Edward estaba a punto de preguntarle a Bella de que se iba a disfrazar, para buscarla. Pero alguien más que la conocía se acercó en ese momento y mientras hablaba con ellos, Edward y Anthony se marcharon en silencio.

Tan pronto como llegó a casa de Edward, envió un mensaje de texto a Jasper preguntándole por el Festival de las Jornadas del Patrimonio. Su intención era que Jasper fuera con él, porque lo último que Edward quería hacer era aparecer en una ceremonia tipo "abraza-árboles" solo.

Edward sintió alivio al recibir la respuesta de Jasper:

Vamos todos los años. Reúnete conmigo en tren el Shay al mediodía.

"¿Tren Shay?" Edward murmuró en voz alta. ¿Qué diablos es un tren Shay?

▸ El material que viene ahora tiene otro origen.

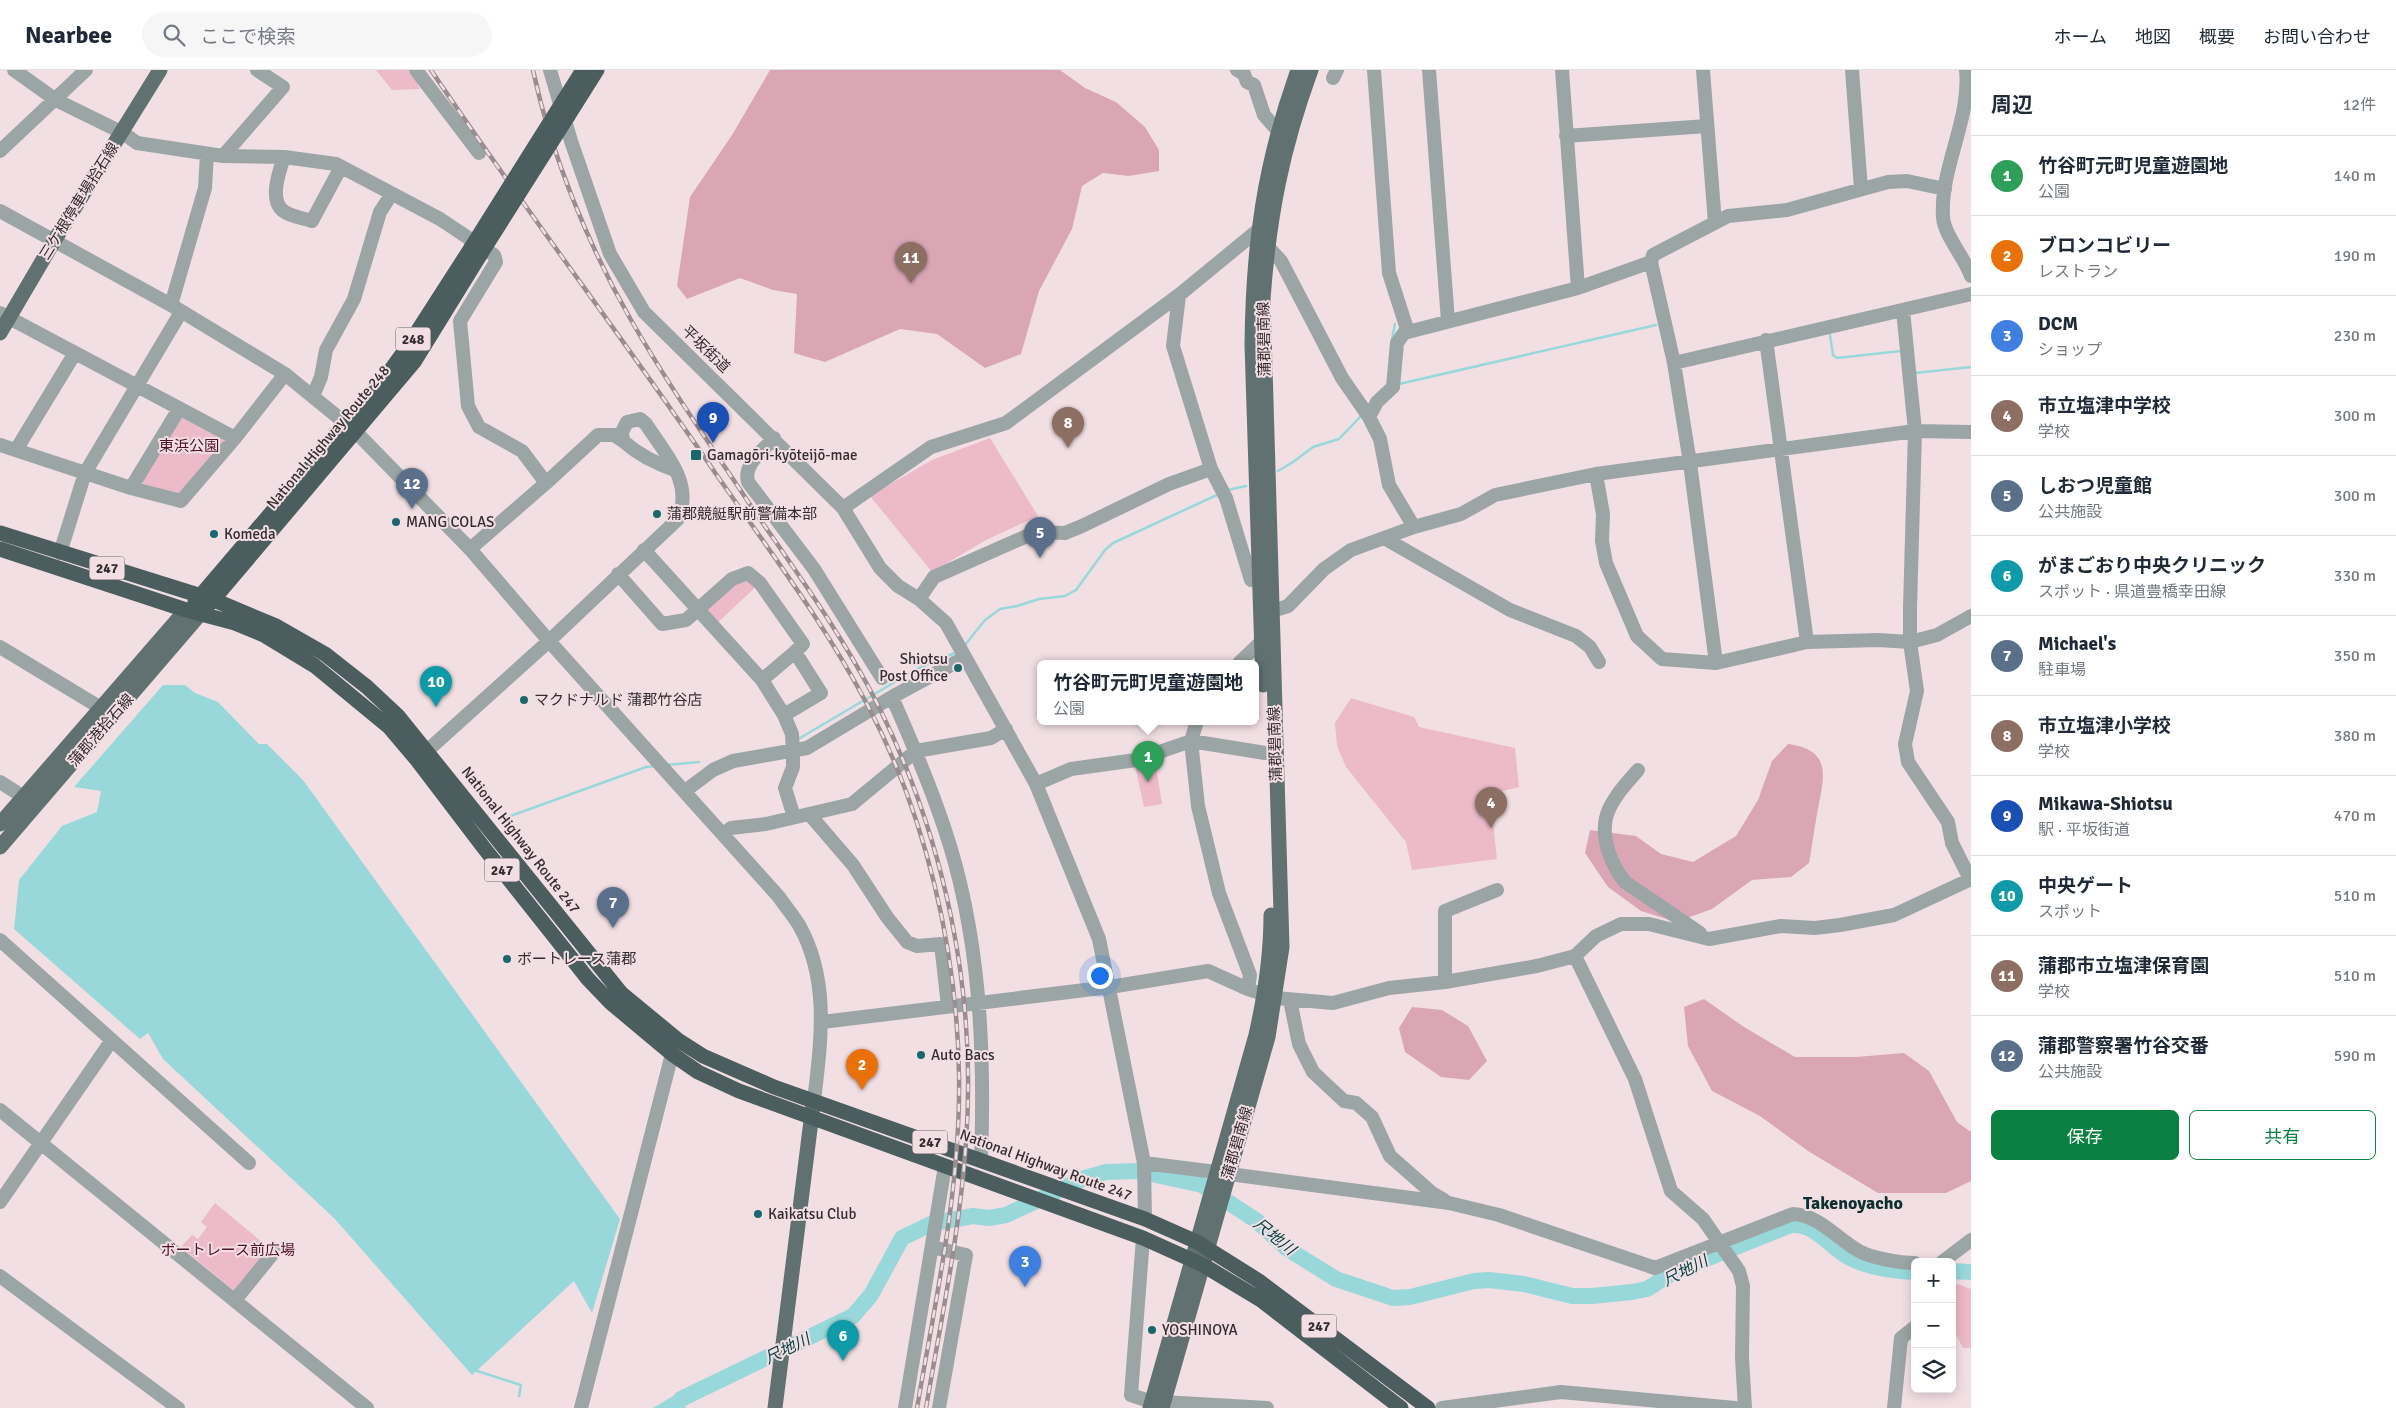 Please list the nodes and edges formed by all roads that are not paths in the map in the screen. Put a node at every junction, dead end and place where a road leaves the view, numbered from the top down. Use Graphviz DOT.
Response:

Al parecer todos los residentes Forks estaban capacitados para responder a esa pregunta. En el momento en que Edward y Anthony aparecieron en el parque, vieron muchas exhibiciones de escuelas locales, el ochenta por ciento de los cuales hablaba sobre la locomotora de Shay, al parecer, la locomotora de vapor más utilizado en el mundo, o por lo menos eso dijo Allison Leonard, de colegio de primaria de Forks, 5º curso.

Jasper estaba justo donde dijo que estaría y cuando Alice vio a Anthony en su disfraz hizo una carrera loca por él y dejo caer todos sus caramelos en su bolsa.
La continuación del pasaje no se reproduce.